Na liście "zagrożonych" poza Erwinem znajduje się obecnie Danuta, która przegrała z Wiolą i która w ostatnich tygodniach zasłynęła jako najbardziej konfliktowa uczestniczka - oraz Kaja, która przegrała w konkurencji z Michałem. Ten ostatni pokazał też, jak łatwo jest w programie zmieniać strony: w minionym odcinku nieoczekiwanie wraz z Ananasem połączył bowiem siły z Bandim i Surferem.

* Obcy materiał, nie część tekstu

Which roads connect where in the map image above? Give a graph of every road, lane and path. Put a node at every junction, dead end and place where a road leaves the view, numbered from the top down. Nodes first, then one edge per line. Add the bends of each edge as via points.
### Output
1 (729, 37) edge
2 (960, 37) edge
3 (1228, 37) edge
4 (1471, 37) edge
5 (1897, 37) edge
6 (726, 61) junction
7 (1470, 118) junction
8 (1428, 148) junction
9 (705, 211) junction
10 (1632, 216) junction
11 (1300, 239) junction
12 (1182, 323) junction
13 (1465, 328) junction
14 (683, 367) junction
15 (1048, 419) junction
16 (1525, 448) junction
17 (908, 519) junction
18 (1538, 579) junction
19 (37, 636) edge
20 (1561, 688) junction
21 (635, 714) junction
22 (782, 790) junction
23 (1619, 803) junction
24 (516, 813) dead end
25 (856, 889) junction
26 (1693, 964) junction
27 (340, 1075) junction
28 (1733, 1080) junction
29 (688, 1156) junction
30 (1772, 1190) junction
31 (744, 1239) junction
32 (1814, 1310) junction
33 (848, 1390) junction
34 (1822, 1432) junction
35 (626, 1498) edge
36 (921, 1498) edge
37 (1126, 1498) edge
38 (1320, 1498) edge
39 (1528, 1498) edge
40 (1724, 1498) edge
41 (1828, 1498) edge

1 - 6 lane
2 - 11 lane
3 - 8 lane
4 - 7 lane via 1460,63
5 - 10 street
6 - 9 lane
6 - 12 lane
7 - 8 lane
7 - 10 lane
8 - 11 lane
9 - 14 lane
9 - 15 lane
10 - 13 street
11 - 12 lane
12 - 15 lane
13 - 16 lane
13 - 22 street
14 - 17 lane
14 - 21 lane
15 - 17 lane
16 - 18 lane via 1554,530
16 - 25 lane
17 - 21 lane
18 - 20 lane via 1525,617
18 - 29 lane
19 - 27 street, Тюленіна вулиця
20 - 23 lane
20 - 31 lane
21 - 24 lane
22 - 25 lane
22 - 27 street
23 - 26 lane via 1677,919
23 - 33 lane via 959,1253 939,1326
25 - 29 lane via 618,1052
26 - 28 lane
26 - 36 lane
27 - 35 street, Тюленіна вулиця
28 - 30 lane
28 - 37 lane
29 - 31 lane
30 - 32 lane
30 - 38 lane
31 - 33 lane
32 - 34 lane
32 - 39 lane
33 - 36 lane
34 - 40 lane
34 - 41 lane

Choć publiczność często przyciągają telewizyjne "dramaty", to wydaje się, że uczestnicy 4. sezonu zwyczajnie z nimi przesadzają. W komentarzach nie brakuje uwag widzów, że bohaterów programu bardziej zajmuje knucie, niż pieczołowita realizacja zadań. Rzeczywiście z wieloma z nich mieli już poważny problem.
- "Michał wielki budowlaniec, a nie wie, jak przybić dno skrzynki"
- "Ja to się zastanawiam, po co tacy nieudacznicy pchają się do takiego programu, jak nie mają zielonego pojęcia o robocie przy zwierzętach. Chyba tylko się ośmieszać"
- "Zamiast dbać o zwierzęta, to uczestnicy żrą się między sobą"
- "Chłopy jak dęby, a żaden nie potrafił porządnie zbić solidnych skrzynek. Szymon może się przyczepić" - czytamy w komentarzach.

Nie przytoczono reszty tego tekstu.